Doctors suspected that COVID-19 caused Waddell to develop myocarditis, when the heart muscle becomes inflamed.
Myocarditis and COVID-19
For decades, cardiologists have been trying to understand why some young people experience myocarditis after a viral infection. COVID-19 has also been known to cause the condition, even in seemingly healthy people, Dr. Bow “Ben” Chung, an advanced heart failure specialist at University Chicago Medicine who treated Waddell, tells TODAY.com.
He explains that prior to the pandemic a number of viruses — such adenovirus, coxsackievirus and parvovirus — that usually result in a mild infection would sometimes go on to cause “a very significant heart failure reaction.” But it’s “still very unclear” why heart failure occurs in some patients and not others.
By the time Waddell reached her local hospital, doctors needed to act fast to support her. They implanted an Impella, a temporary device to help her heart pump blood. Patients in heart failure normally need help with the left side of the heart, where Waddell’s device was placed. But her doctors noticed the right side of her heart also struggling, so they implanted another Impella made especially for that side.
“The right side of the heart is very often forgotten. It’s actually the more difficult side to deal with, too,” Dr. Christopher Lawrence, a cardiovascular surgeon at SIU Medicine, part of Southern Illinois University, tells TODAY.com. “When we put the right side Impella in, … literally within minutes she just started dumping urine, which is a good sign that her organs are actually getting good blood flow, and that was just a cool thing.”
But the doctors in Springfield still worried about how sick Waddell was. They thought she’d need a new heart, so she was transferred to Chung’s care at the University of Chicago, one of a handful of transplant centers in the country.

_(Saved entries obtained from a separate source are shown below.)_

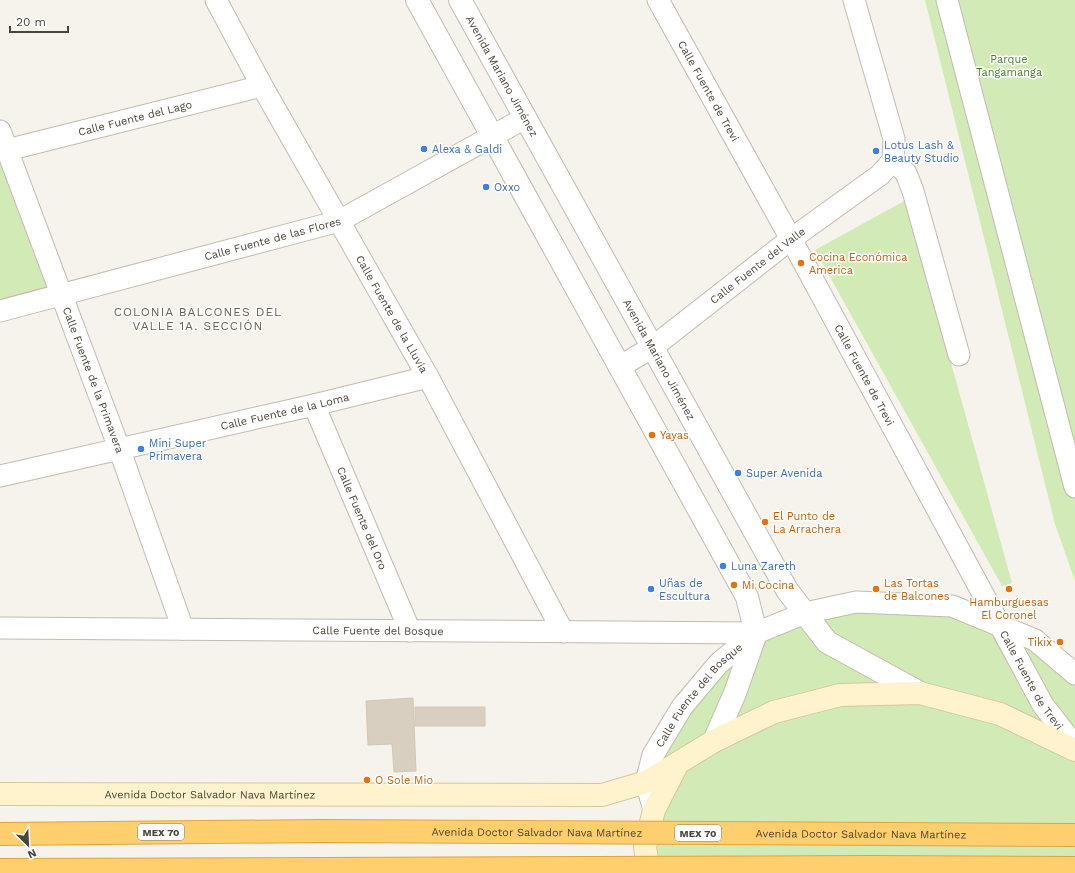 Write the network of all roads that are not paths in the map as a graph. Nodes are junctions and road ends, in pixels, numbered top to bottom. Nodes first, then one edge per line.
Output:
1 (216, 0) edge
2 (417, 0) edge
3 (460, 0) edge
4 (658, 0) edge
5 (854, 0) edge
6 (948, 0) edge
7 (262, 86) junction
8 (525, 118) junction
9 (491, 136) junction
10 (4, 141) edge
11 (893, 160) junction
12 (339, 221) junction
13 (791, 239) junction
14 (62, 294) junction
15 (0, 310) edge
16 (653, 347) junction
17 (959, 356) dead end
18 (619, 366) junction
19 (428, 377) junction
20 (314, 405) junction
21 (120, 448) junction
22 (0, 476) edge
23 (1075, 487) edge
24 (805, 613) junction
25 (1000, 626) junction
26 (0, 628) edge
27 (183, 629) junction
28 (410, 631) junction
29 (563, 632) junction
30 (756, 633) junction
31 (1075, 674) edge
32 (920, 693) junction
33 (714, 741) junction
34 (1075, 746) edge
35 (1075, 750) edge
36 (678, 763) junction
37 (646, 782) junction
38 (0, 794) edge
39 (654, 810) junction
40 (0, 834) edge
41 (1075, 834) edge
42 (1075, 868) edge
43 (0, 870) edge
44 (650, 873) edge

1 - 7 street, Calle Fuente de la Lluvia
2 - 9 street
3 - 8 street, Avenida Mariano Jiménez
4 - 13 street, Calle Fuente de Trevi
5 - 11 street
6 - 23 street
7 - 10 street, Calle Fuente del Lago
7 - 12 street, Calle Fuente de la Lluvia
8 - 9 street, Calle Fuente de las Flores
8 - 16 street, Avenida Mariano Jiménez
9 - 12 street, Calle Fuente de las Flores
9 - 18 street
10 - 14 street, Calle Fuente de la Primavera
11 - 13 street, Calle Fuente del Valle
11 - 17 street
12 - 14 street, Calle Fuente de las Flores
12 - 19 street, Calle Fuente de la Lluvia
13 - 16 street, Calle Fuente del Valle
13 - 25 street, Calle Fuente de Trevi
14 - 15 street, Calle Fuente de las Flores
14 - 21 street, Calle Fuente de la Primavera
16 - 18 street, Calle Fuente del Valle
16 - 24 street, Avenida Mariano Jiménez
18 - 30 street
19 - 20 street, Calle Fuente de la Loma
19 - 29 street, Calle Fuente de la Lluvia
20 - 21 street, Calle Fuente de la Loma
20 - 28 street, Calle Fuente del Oro
21 - 22 street, Calle Fuente de la Loma
21 - 27 street, Calle Fuente de la Primavera
24 - 25 street, Calle Fuente del Bosque
24 - 30 street, Calle Fuente del Bosque
24 - 32 street, Avenida Mariano Jiménez
25 - 31 street, Calle Fuente del Bosque
25 - 34 street, Calle Fuente de Trevi
26 - 27 street, Calle Fuente del Bosque
27 - 28 street, Calle Fuente del Bosque
28 - 29 street, Calle Fuente del Bosque
29 - 30 street, Calle Fuente del Bosque
30 - 33 street
30 - 37 street, Calle Fuente del Bosque
32 - 33 main road, Avenida Doctor Salvador Nava Martínez
32 - 35 main road, Avenida Doctor Salvador Nava Martínez
33 - 36 main road, Avenida Doctor Salvador Nava Martínez
36 - 37 main road, Avenida Doctor Salvador Nava Martínez
36 - 39 main road
37 - 38 main road, Avenida Doctor Salvador Nava Martínez
37 - 39 street
39 - 44 main road
40 - 41 highway, Avenida Doctor Salvador Nava Martínez / MEX 70, bridge
42 - 43 highway, bridge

“The amount of life support that she needed when she arrived at the University of Chicago was pretty much the most amount of life support that somebody can do,” Dr. Abdul Hafiz, structural heart disease specialist at SIU Medicine, tells TODAY.com. “Her heart and lungs were basically not working at the time.”
Chung adds: “Anybody who’s on that level of life support, you’d be thinking about a heart transplant for them because there’s a million machines and wires and tubes sticking out of the patient. You think the only way they make it out of the hospital is just by replacing (the heart).”
But after having the two temporary Impella devices implanted, Waddell slowly began improving to the point where it seemed like she would not need a transplant.
“We were amazed,” Chung says. “It was miraculous. … Jamie was listed for a heart transplant. … If a heart transplant offer had come for her, we might have potentially even accepted the offer.”
After waking up in a hospital room in Chicago, Waddell slowly gained strength and started thinking clearly. Then, she learned what she had been through.
“It was definitely surprising to learn that my heart was doing so badly. Again, just nothing I ever would have expected given my lifestyle,” she says. “It’s shocking to go from a person who is very active and no health history whatsoever to needing a new heart.”
In some ways, her recovery was quicker than she expected.
“I was pumping my own blood and breathing my own oxygen, and I was discharged three days later,” Waddell says. “I was in really bad shape and then all of a sudden, I wasn’t.”
Waddell lost a lot of muscle during her time in the hospital — almost three weeks in total. She could walk, but it felt difficult, and she started physical therapy. Now, Waddell sees a cardiologist and needs some medications. She hopes her story encourages people to seek help when something seems off and to rest when they’re sick.
“I work too much. So that’s definitely something that after you’re sick, that … makes you realize if you’re not feeling good, you should take the time to rest,” Waddell says. “Appreciate your body for what it can do.”